Folha Brasil, 23 de outubro de 2005
O estatístico acordou e, como sempre o fazia, espiou pela a janela. Céu nublado. Deveria levar o guarda-chuva? Com base em sua experiência pregressa, avaliou a possibilidade de chuva em 38%, com uma margem de erro de dois pontos percentuais, para mais ou para menos. Decidiu não levar o guarda-chuva, mesmo porque já havia esquecido três ou quatro no escritório.

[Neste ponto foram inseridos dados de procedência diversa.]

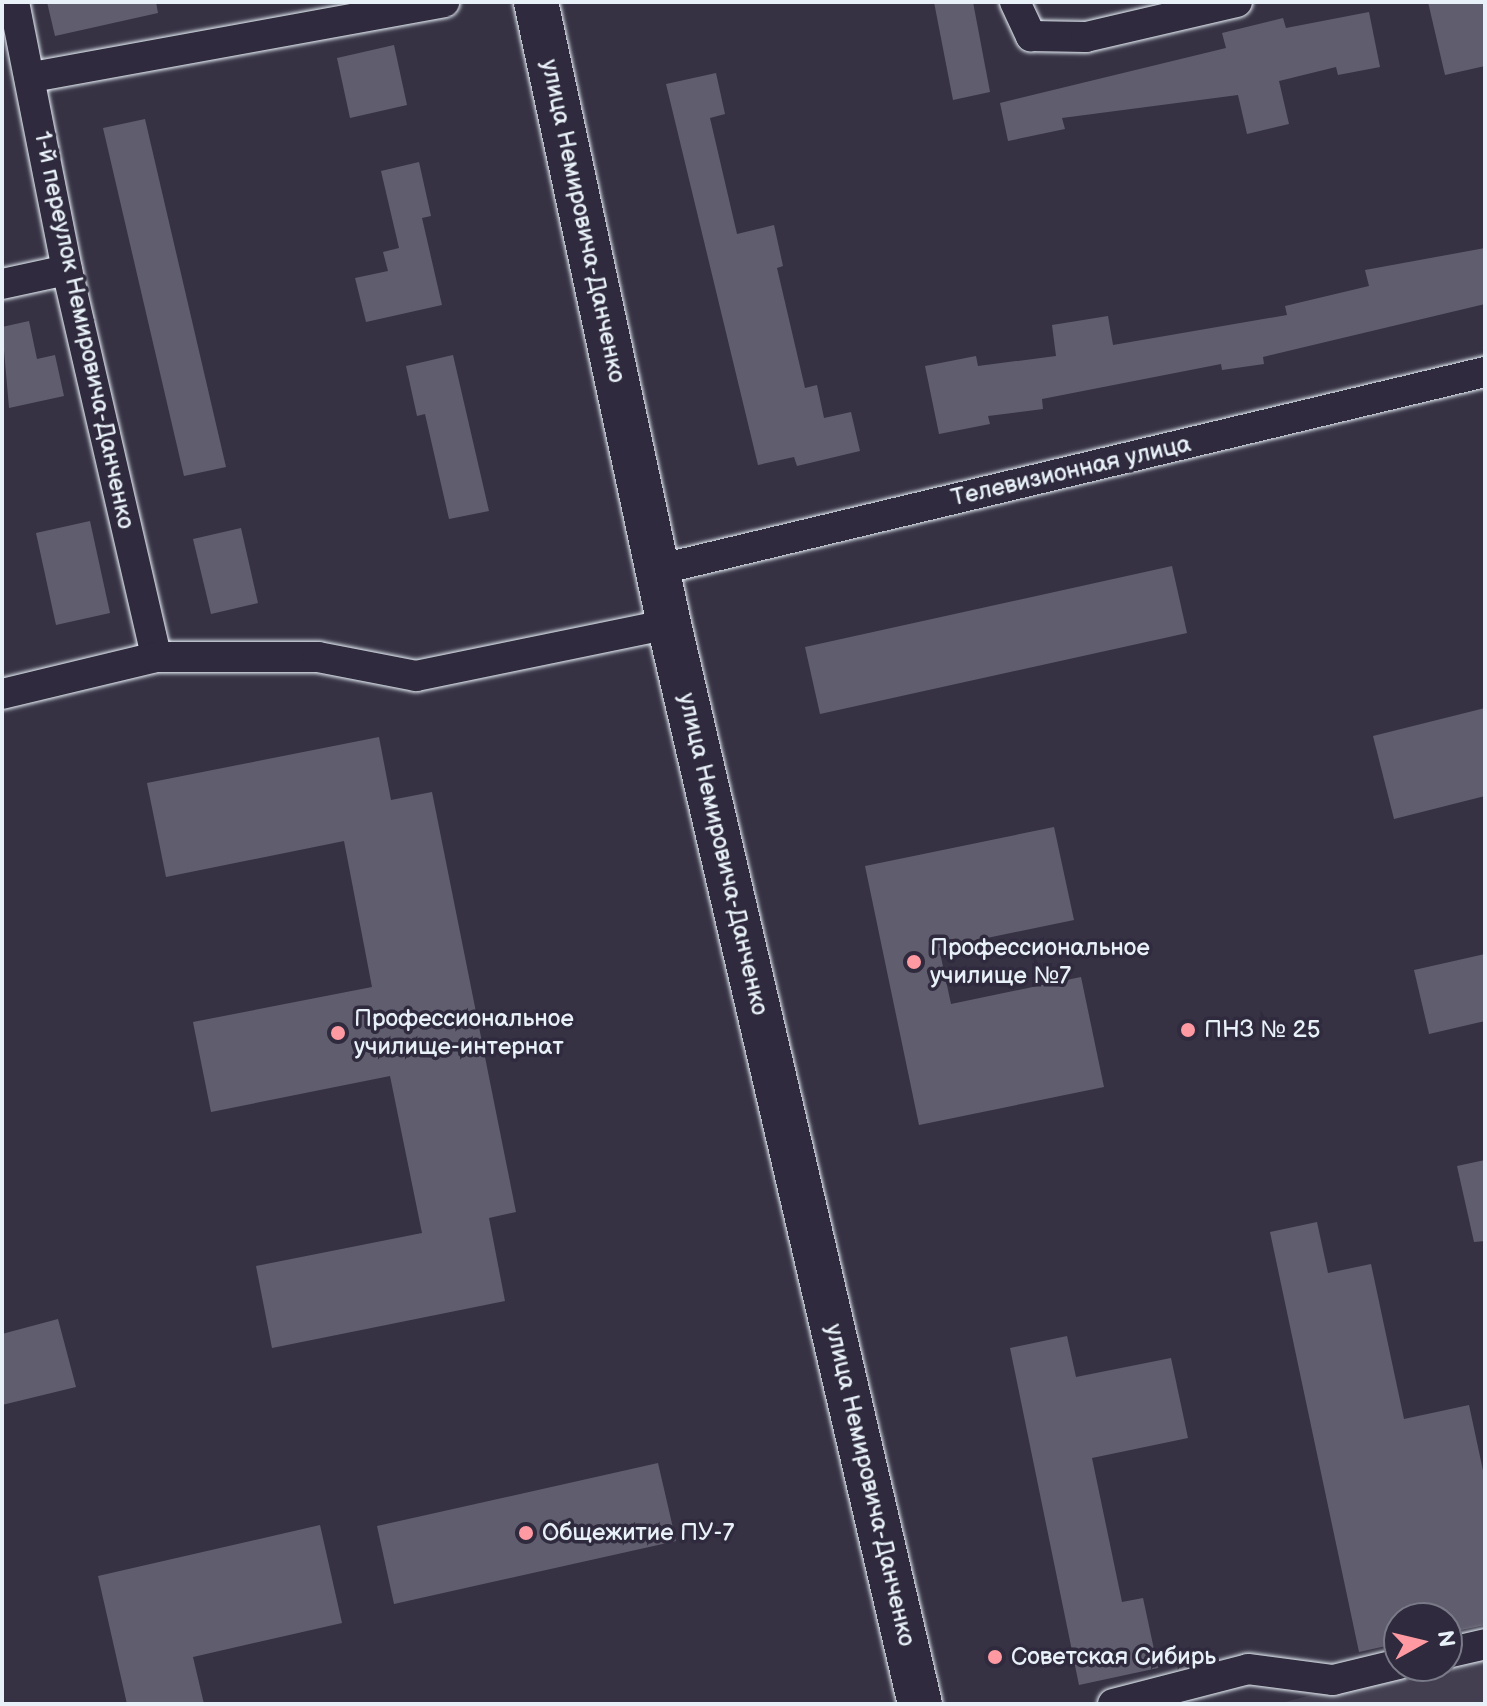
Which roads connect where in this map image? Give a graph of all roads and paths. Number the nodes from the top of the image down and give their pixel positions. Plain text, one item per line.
1 (14, 2) edge
2 (444, 2) edge
3 (536, 2) edge
4 (1015, 2) edge
5 (1237, 2) edge
6 (32, 77) junction
7 (67, 270) junction
8 (2, 284) edge
9 (1485, 372) edge
10 (657, 570) junction
11 (669, 624) junction
12 (156, 657) junction
13 (2, 694) edge
14 (1485, 1644) edge
15 (1463, 1649) edge
16 (1383, 1668) edge
17 (920, 1704) edge
18 (1113, 1704) edge

1 - 6 street, 1-й переулок Немировича-Данченко
2 - 6 street
3 - 10 main road, улица Немировича-Данченко
4 - 5 street
6 - 7 street, 1-й переулок Немировича-Данченко
7 - 8 street
7 - 12 street, 1-й переулок Немировича-Данченко
9 - 10 street, Телевизионная улица
10 - 11 main road, улица Немировича-Данченко
11 - 12 street
11 - 17 main road, улица Немировича-Данченко
12 - 13 street
14 - 15 street
16 - 18 street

A mulher dormia ainda e ele decidiu não acordá-la; professora universitária, ela tinha ficado até a meia-noite corrigindo trabalhos. Merecia o descanso. E de repente uma pergunta lhe ocorreu: será que ainda se amavam? Qual era a possibilidade de que isso acontecesse depois de 15 anos, três meses e oito dias de casamento, depois de dois filhos, um com 13 anos, seis meses e sete dias, outro com dez anos, dois meses e 20 dias? Poderia arriscar uma cifra, mas decidiu não fazê-lo, mesmo porque estava atrasado. Engoliu rapidamente o café (frio: cerca de 32 graus, concluiu, e não costumava errar: sua chance de acertar a temperatura dos líquidos era de cerca de 91%, com uma margem de erro de dois pontos percentuais para mais ou para menos). Desceu para a garagem do prédio e entrou no carro, um velho Gol. O motor não quis pegar e por um momento ele temeu que o automóvel o deixasse na mão. Mas as chances de que isso acontecesse eram de apenas 12%, com uma margem de erro de dois pontos percentuais para mais ou para menos, e logo ele estava no trânsito, congestionado como sempre. Estimou a sua chance de chegar no horário em 72%, com uma margem de erro de dois pontos percentuais para mais ou para menos. De fato, às nove em ponto estava sentando na sua mesa.
Tinha várias pesquisas para examinar naquele dia. As chances de uma marca de sabão ser preferida em relação a outra, as chances de um candidato a presidência de empresa ser eleito em relação a outro. Um trabalho a que estava habituado e que em geral transcorria com facilidade; as chances de concluir a análise de uma pesquisa em duas horas e 38 minutos eram de 83%, com uma margem de erro de dois pontos percentuais para mais ou para menos. O fato, porém, é que uma pergunta o atormentava: será que ainda amava a esposa? Na semana anterior a empresa havia admitido uma nova estatística, moça simpática e linda que fizera balançar o seu coração.
Naquele momento o telefone tocou. Era a mulher: só queria dizer que o amava. E ele, jubiloso, concluiu que também a amava. As chances eram de 100%. Com uma margem de erro de dois pontos percentuais para mais, só para mais.